Single by Chris Stapleton

from the album Higher
- Released: July 21, 2023
- Studio: RCA Studio A (Nashville, Tennessee)
- Genre: Country rock; blues rock; hard rock;
- Length: 4:27 (album version); 3:52 (radio edit);
- Label: Mercury Nashville
- Songwriters: Chris Stapleton; Dan Wilson;
- Producers: Dave Cobb; Chris Stapleton; Morgane Stapleton;

Chris Stapleton singles chronology
| "We Don't Fight Anymore" (2023) | "White Horse" (2023) | "Think I'm in Love with You" (2024) |

= White Horse (Chris Stapleton song) =

2023 single by Chris Stapleton

"White Horse" is a song by American singer-songwriter Chris Stapleton, released on July 21, 2023 as the lead single from his fifth studio album Higher. It was written by Stapleton and Dan Wilson and produced by Dave Cobb, Chris and Morgane Stapleton. The song stayed at the number two position for two weeks on the Country Airplay chart, behind Nate Smith's "World on Fire". It was nominated and won the Grammy Awards for Best Country Solo Performance and Country Song at the 66th Annual Grammy Awards. It also won Single of the Year and Song of the Year at the 58th Annual Country Music Association Awards.

==Background==
Chris Stapleton stated via iHeart Country:

"White Horse" was a song that I wrote with my friend, Dan Wilson. We were out in Los Angeles, it was about I think probably late 2012, early 2013, and there was a movie called The Lone Ranger that was coming out, and I walked in the room to write with Dan at his house, and he said, "Hey they're looking for songs for this Lone Ranger movie." I said, "Cool. Let's write something. What do you know about it?" He goes, "Well, we don't really know anything." I was like, "Well, let's just make a song that might sound like that." And so, that's kind of where that came from, and we got to talking about how it would be cool to have a kind of rock-driven-western-themed song, and that's kind of where the song came from and we kind of built it around a guitar riff, really.

==Composition==
"White Horse" is a blues rock-inspired country song, featuring an intro of electric guitar riffs and drumbeats.
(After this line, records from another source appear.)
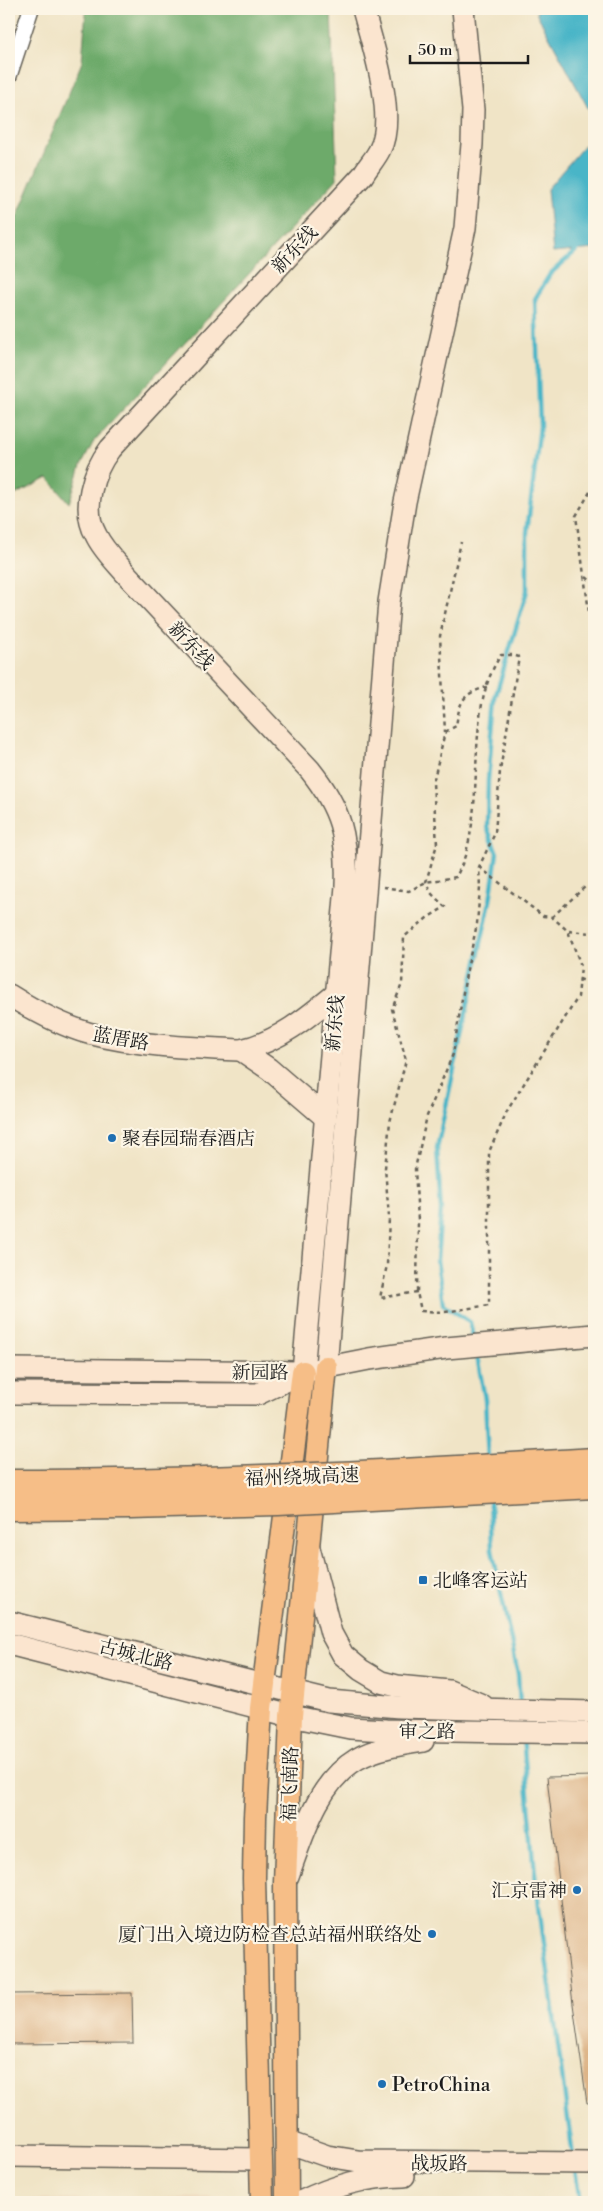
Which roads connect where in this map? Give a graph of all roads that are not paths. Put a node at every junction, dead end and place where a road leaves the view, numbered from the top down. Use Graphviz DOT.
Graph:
graph roads {
  1 [pos="31,9"];
  2 [pos="363,9"];
  3 [pos="463,9"];
  4 [pos="9,76"];
  5 [pos="337,993"];
  6 [pos="9,995"];
  7 [pos="241,1050"];
  8 [pos="326,1118"];
  9 [pos="594,1335"];
  10 [pos="326,1368"];
  11 [pos="9,1369"];
  12 [pos="303,1372"];
  13 [pos="9,1393"];
  14 [pos="594,1460"];
  15 [pos="9,1483"];
  16 [pos="594,1485"];
  17 [pos="9,1507"];
  18 [pos="308,1545"];
  19 [pos="9,1622"];
  20 [pos="9,1644"];
  21 [pos="264,1686"];
  22 [pos="294,1693"];
  23 [pos="261,1708"];
  24 [pos="494,1710"];
  25 [pos="594,1712"];
  26 [pos="291,1716"];
  27 [pos="495,1731"];
  28 [pos="594,1734"];
  29 [pos="285,1883"];
  30 [pos="287,2142"];
  31 [pos="9,2156"];
  32 [pos="261,2159"];
  33 [pos="556,2170"];
  34 [pos="590,2170"];
  35 [pos="262,2202"];
  36 [pos="287,2202"];
  37 [pos="300,2202"];
  1 -- 4 [label="street"];
  2 -- 5 [label="main road, 新东线"];
  3 -- 10 [label="main road, 新东线"];
  5 -- 7 [label="main road"];
  5 -- 8 [label="main road, 新东线"];
  6 -- 7 [label="main road, 蓝厝路"];
  7 -- 8 [label="main road"];
  8 -- 12 [label="main road, 新东线"];
  9 -- 10 [label="main road"];
  10 -- 12 [label="main road"];
  10 -- 18 [label="main road, 福飞南路"];
  11 -- 12 [label="main road, 新园路"];
  12 -- 13 [label="main road, 新园路"];
  12 -- 21 [label="main road, 福飞南路"];
  14 -- 15 [label="highway, 福州绕城高速, bridge"];
  16 -- 17 [label="highway, 福州绕城高速, bridge"];
  18 -- 22 [label="main road, 福飞南路"];
  18 -- 24 [label="main road"];
  19 -- 21 [label="main road, 古城北路"];
  20 -- 23 [label="main road, 古城北路"];
  21 -- 22 [label="main road, 审之路"];
  21 -- 23 [label="main road, 福飞南路"];
  22 -- 24 [label="main road, 审之路"];
  22 -- 26 [label="main road, 福飞南路"];
  23 -- 26 [label="main road, 审之路"];
  23 -- 32 [label="main road, 福飞南路"];
  24 -- 25 [label="main road, 审之路"];
  26 -- 27 [label="main road, 审之路"];
  26 -- 29 [label="main road, 福飞南路"];
  27 -- 28 [label="main road, 审之路"];
  27 -- 29 [label="main road"];
  29 -- 30 [label="main road, 福飞南路"];
  30 -- 33 [label="main road, 战坂路"];
  30 -- 36 [label="main road, 福飞南路"];
  31 -- 32 [label="main road"];
  32 -- 35 [label="main road, 福飞南路"];
  33 -- 34 [label="main road, 战坂路"];
  33 -- 37 [label="main road, 战坂路"];
}
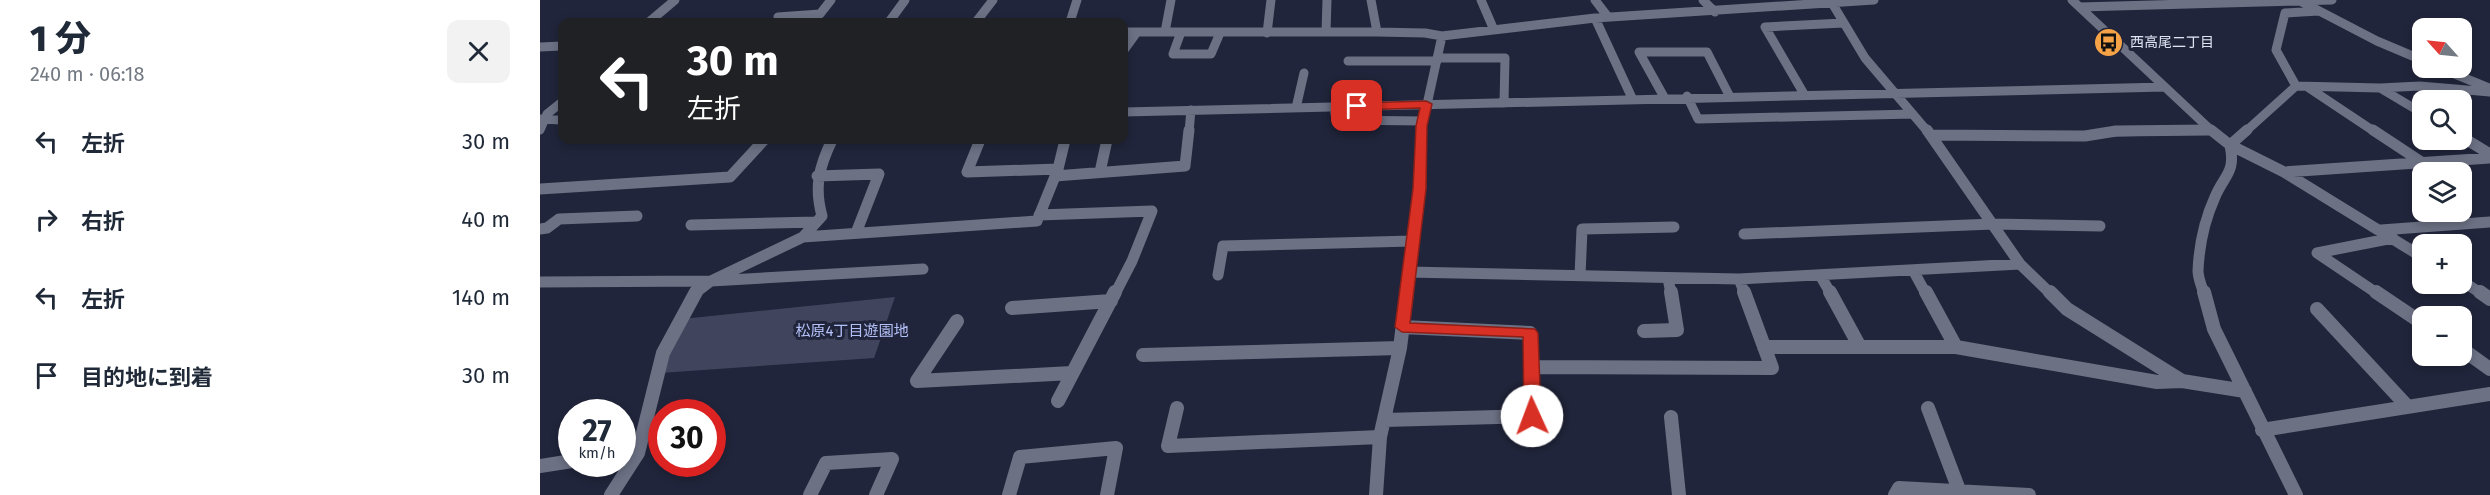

Lyrically, Stapleton tells his imaginary partner that he needs time to open his heart to her and confesses he is not ready to be the man she desires, so she must wait: "If you want a cowboy on a white horse / Ridin' off into the sunset / If that's the kinda love you wanna wait for / Hold on tight, girl, I ain't there yet". However, he also wishes this is not the situation.

== Music Video ==
On November 12, 2025, Stapleton released a music video for "White Horse" featuring actor Josh Brolin, model and designer Mae McKagan, actor Tommy Martinez, and guest appearances by Stapleton and his wife and collaborator, Morgane. The video was filmed in Marfa, Texas and directed by Running Bear Films, the western-inspired video features a couple on the run from the law, with the added complexity of a parental relationship between the woman running from the law and the sheriff.

== Accolades ==

Awards and nominations for "White Horse"
| Organization | Year | Category | Result |
| Grammy Awards | 2024 | Best Country Song | Won |
| Best Country Solo Performance | Won |
| Country Music Association Awards | 2024 | Single of the Year | Won |
| Song of the Year | Won |
| Academy of Country Music Awards | 2025 | Single of the Year | Nominated |

==Charts==

===Weekly charts===

Weekly chart performance
| Chart (2023–2024) | Peak position |
|---|---|
| Australia Country Hot 50 (The Music) | 6 |
| Canada Hot 100 (Billboard) | 14 |
| Canada Country (Billboard) | 1 |
| Global 200 (Billboard) | 76 |
| New Zealand Hot Singles (RMNZ) | 18 |
| US Billboard Hot 100 | 12 |
| US Adult Alternative Airplay (Billboard) | 20 |
| US Country Airplay (Billboard) | 2 |
| US Hot Country Songs (Billboard) | 5 |

===Year-end charts===

Year-end chart performance
| Chart (2023) | Position |
|---|---|
| US Digital Song Sales (Billboard) | 43 |
| US Hot Country Songs (Billboard) | 55 |

| Chart (2024) | Position |
|---|---|
| US Billboard Hot 100 | 77 |
| US Country Airplay (Billboard) | 35 |
| US Hot Country Songs (Billboard) | 23 |

==Certifications==

Certifications and sales
| Region | Certification | Certified units/sales |
| New Zealand (RMNZ) | Platinum | 30,000^{‡} |
| United Kingdom (BPI) | Silver | 200,000^{‡} |
| United States (RIAA) | 4× Platinum | 4,000,000^{‡} |
^{‡} Sales+streaming figures based on certification alone.